*** Supplied data

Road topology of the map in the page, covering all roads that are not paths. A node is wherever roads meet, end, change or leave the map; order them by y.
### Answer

******
*** Supplied data

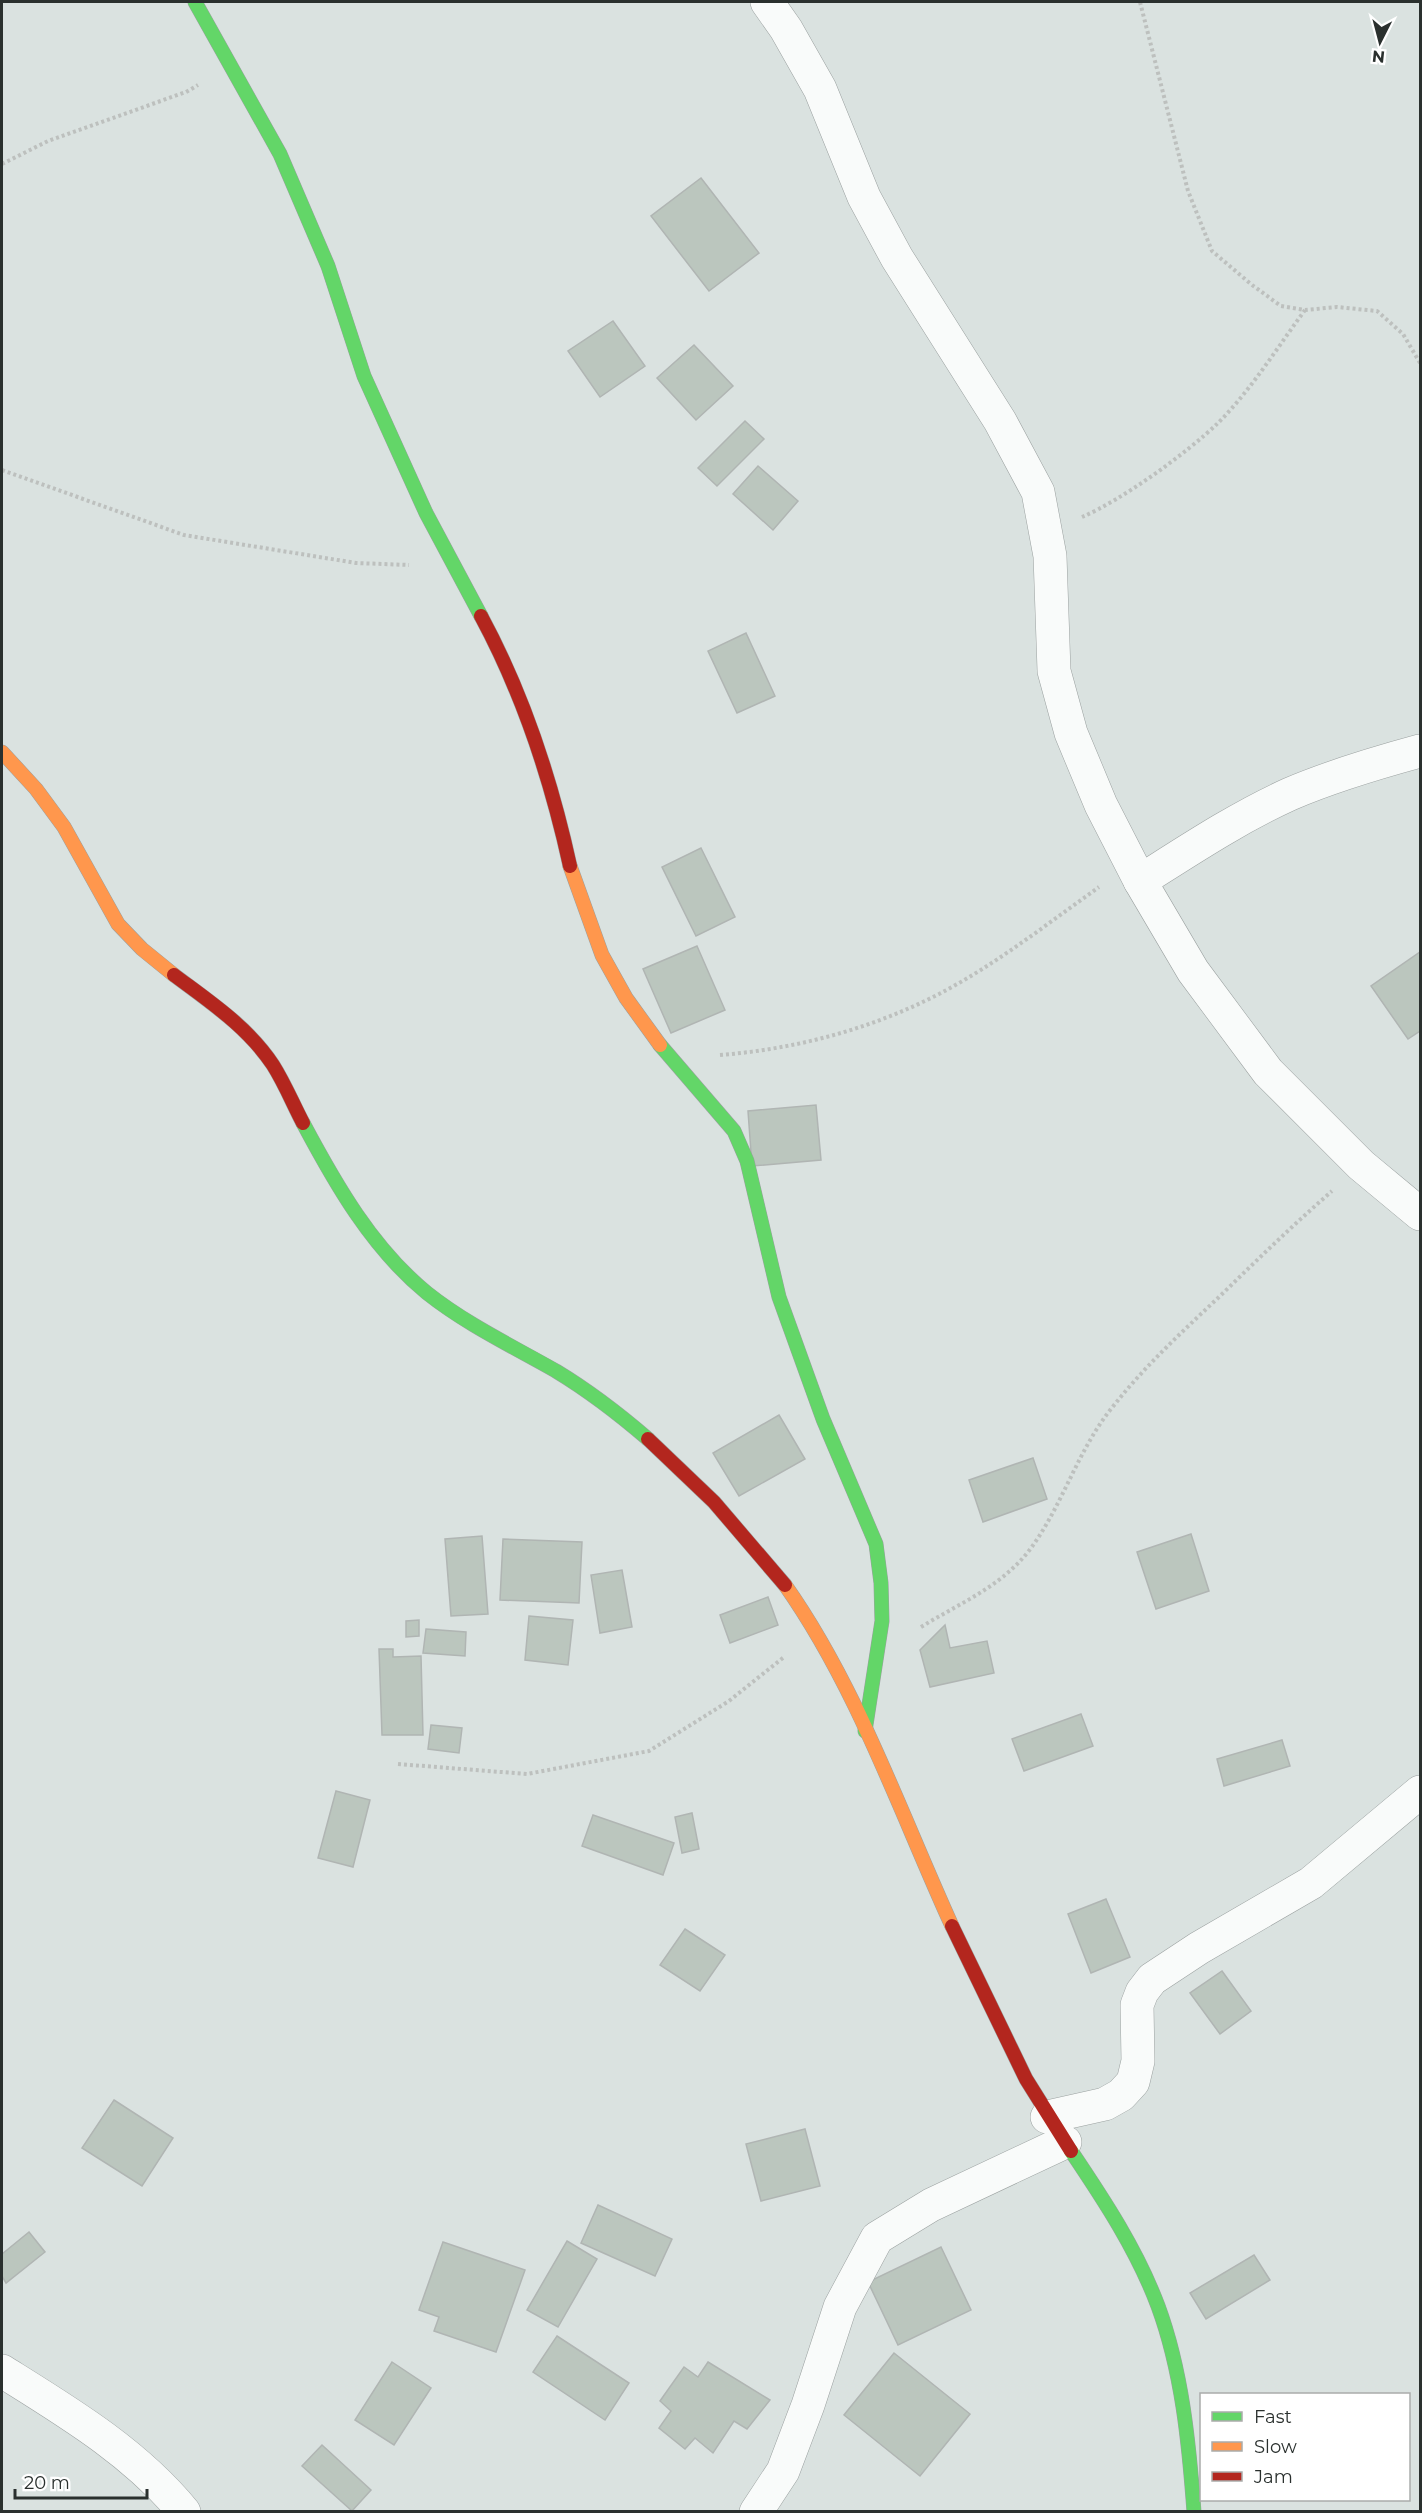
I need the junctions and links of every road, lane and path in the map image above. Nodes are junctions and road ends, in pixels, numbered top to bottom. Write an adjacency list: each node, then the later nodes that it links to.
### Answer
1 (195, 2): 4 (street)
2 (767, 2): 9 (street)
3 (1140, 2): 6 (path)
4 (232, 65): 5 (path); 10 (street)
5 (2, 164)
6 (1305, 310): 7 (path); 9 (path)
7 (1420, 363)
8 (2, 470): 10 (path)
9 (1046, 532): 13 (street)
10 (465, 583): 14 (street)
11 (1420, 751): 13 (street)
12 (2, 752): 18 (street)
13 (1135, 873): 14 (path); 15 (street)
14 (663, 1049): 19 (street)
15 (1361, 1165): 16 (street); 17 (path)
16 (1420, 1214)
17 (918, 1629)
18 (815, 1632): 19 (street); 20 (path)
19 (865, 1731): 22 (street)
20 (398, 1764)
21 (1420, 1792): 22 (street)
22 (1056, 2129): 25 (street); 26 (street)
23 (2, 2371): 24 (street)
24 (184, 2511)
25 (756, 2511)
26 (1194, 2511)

******

Exercise instructions:
Could you return all lines from the data above that contain the string "node"?

Task answer:
Road topology of the map in the page, covering all roads that are not paths. A node is wherever roads meet, end, change or leave the map; order them by y.
I need the junctions and links of every road, lane and path in the map image above. Nodes are junctions and road ends, in pixels, numbered top to bottom. Write an adjacency list: each node, then the later nodes that it links to.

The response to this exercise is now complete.